**Data to examine:**
[Start of section]

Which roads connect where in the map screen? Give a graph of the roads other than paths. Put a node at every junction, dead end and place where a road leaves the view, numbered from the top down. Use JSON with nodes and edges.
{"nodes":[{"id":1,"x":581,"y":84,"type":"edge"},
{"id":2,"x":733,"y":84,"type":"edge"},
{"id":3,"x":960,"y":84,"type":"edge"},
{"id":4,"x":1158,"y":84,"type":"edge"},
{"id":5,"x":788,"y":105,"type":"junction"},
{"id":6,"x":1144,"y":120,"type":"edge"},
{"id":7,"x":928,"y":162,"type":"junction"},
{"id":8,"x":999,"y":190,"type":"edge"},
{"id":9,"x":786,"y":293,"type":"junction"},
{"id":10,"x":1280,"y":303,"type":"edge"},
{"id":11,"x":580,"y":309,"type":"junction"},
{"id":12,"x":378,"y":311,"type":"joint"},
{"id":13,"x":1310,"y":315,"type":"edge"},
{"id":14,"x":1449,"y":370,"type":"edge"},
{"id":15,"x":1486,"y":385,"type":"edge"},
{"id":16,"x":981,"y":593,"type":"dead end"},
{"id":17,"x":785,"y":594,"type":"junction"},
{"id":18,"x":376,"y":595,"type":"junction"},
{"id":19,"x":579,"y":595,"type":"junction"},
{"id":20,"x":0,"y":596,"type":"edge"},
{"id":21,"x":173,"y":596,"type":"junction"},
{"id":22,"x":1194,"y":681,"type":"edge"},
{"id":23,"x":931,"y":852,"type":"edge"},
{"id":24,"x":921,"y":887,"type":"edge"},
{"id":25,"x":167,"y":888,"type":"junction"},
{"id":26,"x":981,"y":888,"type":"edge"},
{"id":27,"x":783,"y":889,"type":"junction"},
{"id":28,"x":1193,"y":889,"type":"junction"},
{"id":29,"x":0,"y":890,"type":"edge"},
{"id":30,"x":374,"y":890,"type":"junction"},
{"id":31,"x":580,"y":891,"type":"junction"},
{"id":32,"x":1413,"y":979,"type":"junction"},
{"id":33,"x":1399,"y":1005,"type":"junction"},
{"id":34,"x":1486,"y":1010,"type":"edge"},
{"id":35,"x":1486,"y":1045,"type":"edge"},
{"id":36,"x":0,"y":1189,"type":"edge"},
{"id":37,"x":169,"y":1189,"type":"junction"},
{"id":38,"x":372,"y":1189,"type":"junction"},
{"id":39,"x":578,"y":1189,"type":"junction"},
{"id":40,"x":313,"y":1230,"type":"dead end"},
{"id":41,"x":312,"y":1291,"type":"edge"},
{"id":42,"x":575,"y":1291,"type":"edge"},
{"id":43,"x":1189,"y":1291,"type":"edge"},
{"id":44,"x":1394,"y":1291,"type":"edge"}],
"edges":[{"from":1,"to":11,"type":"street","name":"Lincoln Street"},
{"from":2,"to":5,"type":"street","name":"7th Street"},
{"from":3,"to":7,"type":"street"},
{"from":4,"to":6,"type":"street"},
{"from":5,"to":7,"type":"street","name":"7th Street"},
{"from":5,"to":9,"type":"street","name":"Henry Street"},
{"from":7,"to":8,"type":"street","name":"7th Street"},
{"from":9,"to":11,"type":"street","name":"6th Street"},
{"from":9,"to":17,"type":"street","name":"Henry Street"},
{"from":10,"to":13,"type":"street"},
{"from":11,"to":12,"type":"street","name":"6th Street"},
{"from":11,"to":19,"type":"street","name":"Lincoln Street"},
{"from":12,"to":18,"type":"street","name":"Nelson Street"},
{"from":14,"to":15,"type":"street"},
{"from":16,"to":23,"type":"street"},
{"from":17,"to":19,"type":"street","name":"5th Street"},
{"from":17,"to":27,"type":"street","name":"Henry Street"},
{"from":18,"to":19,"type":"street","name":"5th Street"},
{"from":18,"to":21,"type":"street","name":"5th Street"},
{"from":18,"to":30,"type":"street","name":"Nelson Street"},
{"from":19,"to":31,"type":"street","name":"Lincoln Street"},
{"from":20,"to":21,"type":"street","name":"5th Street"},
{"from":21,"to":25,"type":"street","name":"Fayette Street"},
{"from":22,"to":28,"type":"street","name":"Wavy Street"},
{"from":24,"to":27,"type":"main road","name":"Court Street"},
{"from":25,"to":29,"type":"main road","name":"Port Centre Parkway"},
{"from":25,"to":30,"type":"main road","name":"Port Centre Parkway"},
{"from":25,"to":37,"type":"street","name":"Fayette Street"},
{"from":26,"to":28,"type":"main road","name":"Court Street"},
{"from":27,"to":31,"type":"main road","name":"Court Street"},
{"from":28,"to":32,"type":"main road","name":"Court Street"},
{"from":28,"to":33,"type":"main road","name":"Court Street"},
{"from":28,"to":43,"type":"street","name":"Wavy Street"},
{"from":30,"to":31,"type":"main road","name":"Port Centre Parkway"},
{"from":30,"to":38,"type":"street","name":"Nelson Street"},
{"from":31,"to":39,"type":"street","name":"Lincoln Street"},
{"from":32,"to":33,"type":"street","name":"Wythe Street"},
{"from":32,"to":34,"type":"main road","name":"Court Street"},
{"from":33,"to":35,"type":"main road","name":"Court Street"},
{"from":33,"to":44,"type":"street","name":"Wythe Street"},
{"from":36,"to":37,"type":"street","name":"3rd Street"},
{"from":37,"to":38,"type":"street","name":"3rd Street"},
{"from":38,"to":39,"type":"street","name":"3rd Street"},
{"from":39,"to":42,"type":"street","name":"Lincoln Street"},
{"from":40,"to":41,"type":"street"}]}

[End of section]

**About this exercise:**
Set every line of the data down again, word for word.

**Response:**
Which roads connect where in the map screen? Give a graph of the roads other than paths. Put a node at every junction, dead end and place where a road leaves the view, numbered from the top down. Use JSON with nodes and edges.
{"nodes":[{"id":1,"x":581,"y":84,"type":"edge"},
{"id":2,"x":733,"y":84,"type":"edge"},
{"id":3,"x":960,"y":84,"type":"edge"},
{"id":4,"x":1158,"y":84,"type":"edge"},
{"id":5,"x":788,"y":105,"type":"junction"},
{"id":6,"x":1144,"y":120,"type":"edge"},
{"id":7,"x":928,"y":162,"type":"junction"},
{"id":8,"x":999,"y":190,"type":"edge"},
{"id":9,"x":786,"y":293,"type":"junction"},
{"id":10,"x":1280,"y":303,"type":"edge"},
{"id":11,"x":580,"y":309,"type":"junction"},
{"id":12,"x":378,"y":311,"type":"joint"},
{"id":13,"x":1310,"y":315,"type":"edge"},
{"id":14,"x":1449,"y":370,"type":"edge"},
{"id":15,"x":1486,"y":385,"type":"edge"},
{"id":16,"x":981,"y":593,"type":"dead end"},
{"id":17,"x":785,"y":594,"type":"junction"},
{"id":18,"x":376,"y":595,"type":"junction"},
{"id":19,"x":579,"y":595,"type":"junction"},
{"id":20,"x":0,"y":596,"type":"edge"},
{"id":21,"x":173,"y":596,"type":"junction"},
{"id":22,"x":1194,"y":681,"type":"edge"},
{"id":23,"x":931,"y":852,"type":"edge"},
{"id":24,"x":921,"y":887,"type":"edge"},
{"id":25,"x":167,"y":888,"type":"junction"},
{"id":26,"x":981,"y":888,"type":"edge"},
{"id":27,"x":783,"y":889,"type":"junction"},
{"id":28,"x":1193,"y":889,"type":"junction"},
{"id":29,"x":0,"y":890,"type":"edge"},
{"id":30,"x":374,"y":890,"type":"junction"},
{"id":31,"x":580,"y":891,"type":"junction"},
{"id":32,"x":1413,"y":979,"type":"junction"},
{"id":33,"x":1399,"y":1005,"type":"junction"},
{"id":34,"x":1486,"y":1010,"type":"edge"},
{"id":35,"x":1486,"y":1045,"type":"edge"},
{"id":36,"x":0,"y":1189,"type":"edge"},
{"id":37,"x":169,"y":1189,"type":"junction"},
{"id":38,"x":372,"y":1189,"type":"junction"},
{"id":39,"x":578,"y":1189,"type":"junction"},
{"id":40,"x":313,"y":1230,"type":"dead end"},
{"id":41,"x":312,"y":1291,"type":"edge"},
{"id":42,"x":575,"y":1291,"type":"edge"},
{"id":43,"x":1189,"y":1291,"type":"edge"},
{"id":44,"x":1394,"y":1291,"type":"edge"}],
"edges":[{"from":1,"to":11,"type":"street","name":"Lincoln Street"},
{"from":2,"to":5,"type":"street","name":"7th Street"},
{"from":3,"to":7,"type":"street"},
{"from":4,"to":6,"type":"street"},
{"from":5,"to":7,"type":"street","name":"7th Street"},
{"from":5,"to":9,"type":"street","name":"Henry Street"},
{"from":7,"to":8,"type":"street","name":"7th Street"},
{"from":9,"to":11,"type":"street","name":"6th Street"},
{"from":9,"to":17,"type":"street","name":"Henry Street"},
{"from":10,"to":13,"type":"street"},
{"from":11,"to":12,"type":"street","name":"6th Street"},
{"from":11,"to":19,"type":"street","name":"Lincoln Street"},
{"from":12,"to":18,"type":"street","name":"Nelson Street"},
{"from":14,"to":15,"type":"street"},
{"from":16,"to":23,"type":"street"},
{"from":17,"to":19,"type":"street","name":"5th Street"},
{"from":17,"to":27,"type":"street","name":"Henry Street"},
{"from":18,"to":19,"type":"street","name":"5th Street"},
{"from":18,"to":21,"type":"street","name":"5th Street"},
{"from":18,"to":30,"type":"street","name":"Nelson Street"},
{"from":19,"to":31,"type":"street","name":"Lincoln Street"},
{"from":20,"to":21,"type":"street","name":"5th Street"},
{"from":21,"to":25,"type":"street","name":"Fayette Street"},
{"from":22,"to":28,"type":"street","name":"Wavy Street"},
{"from":24,"to":27,"type":"main road","name":"Court Street"},
{"from":25,"to":29,"type":"main road","name":"Port Centre Parkway"},
{"from":25,"to":30,"type":"main road","name":"Port Centre Parkway"},
{"from":25,"to":37,"type":"street","name":"Fayette Street"},
{"from":26,"to":28,"type":"main road","name":"Court Street"},
{"from":27,"to":31,"type":"main road","name":"Court Street"},
{"from":28,"to":32,"type":"main road","name":"Court Street"},
{"from":28,"to":33,"type":"main road","name":"Court Street"},
{"from":28,"to":43,"type":"street","name":"Wavy Street"},
{"from":30,"to":31,"type":"main road","name":"Port Centre Parkway"},
{"from":30,"to":38,"type":"street","name":"Nelson Street"},
{"from":31,"to":39,"type":"street","name":"Lincoln Street"},
{"from":32,"to":33,"type":"street","name":"Wythe Street"},
{"from":32,"to":34,"type":"main road","name":"Court Street"},
{"from":33,"to":35,"type":"main road","name":"Court Street"},
{"from":33,"to":44,"type":"street","name":"Wythe Street"},
{"from":36,"to":37,"type":"street","name":"3rd Street"},
{"from":37,"to":38,"type":"street","name":"3rd Street"},
{"from":38,"to":39,"type":"street","name":"3rd Street"},
{"from":39,"to":42,"type":"street","name":"Lincoln Street"},
{"from":40,"to":41,"type":"street"}]}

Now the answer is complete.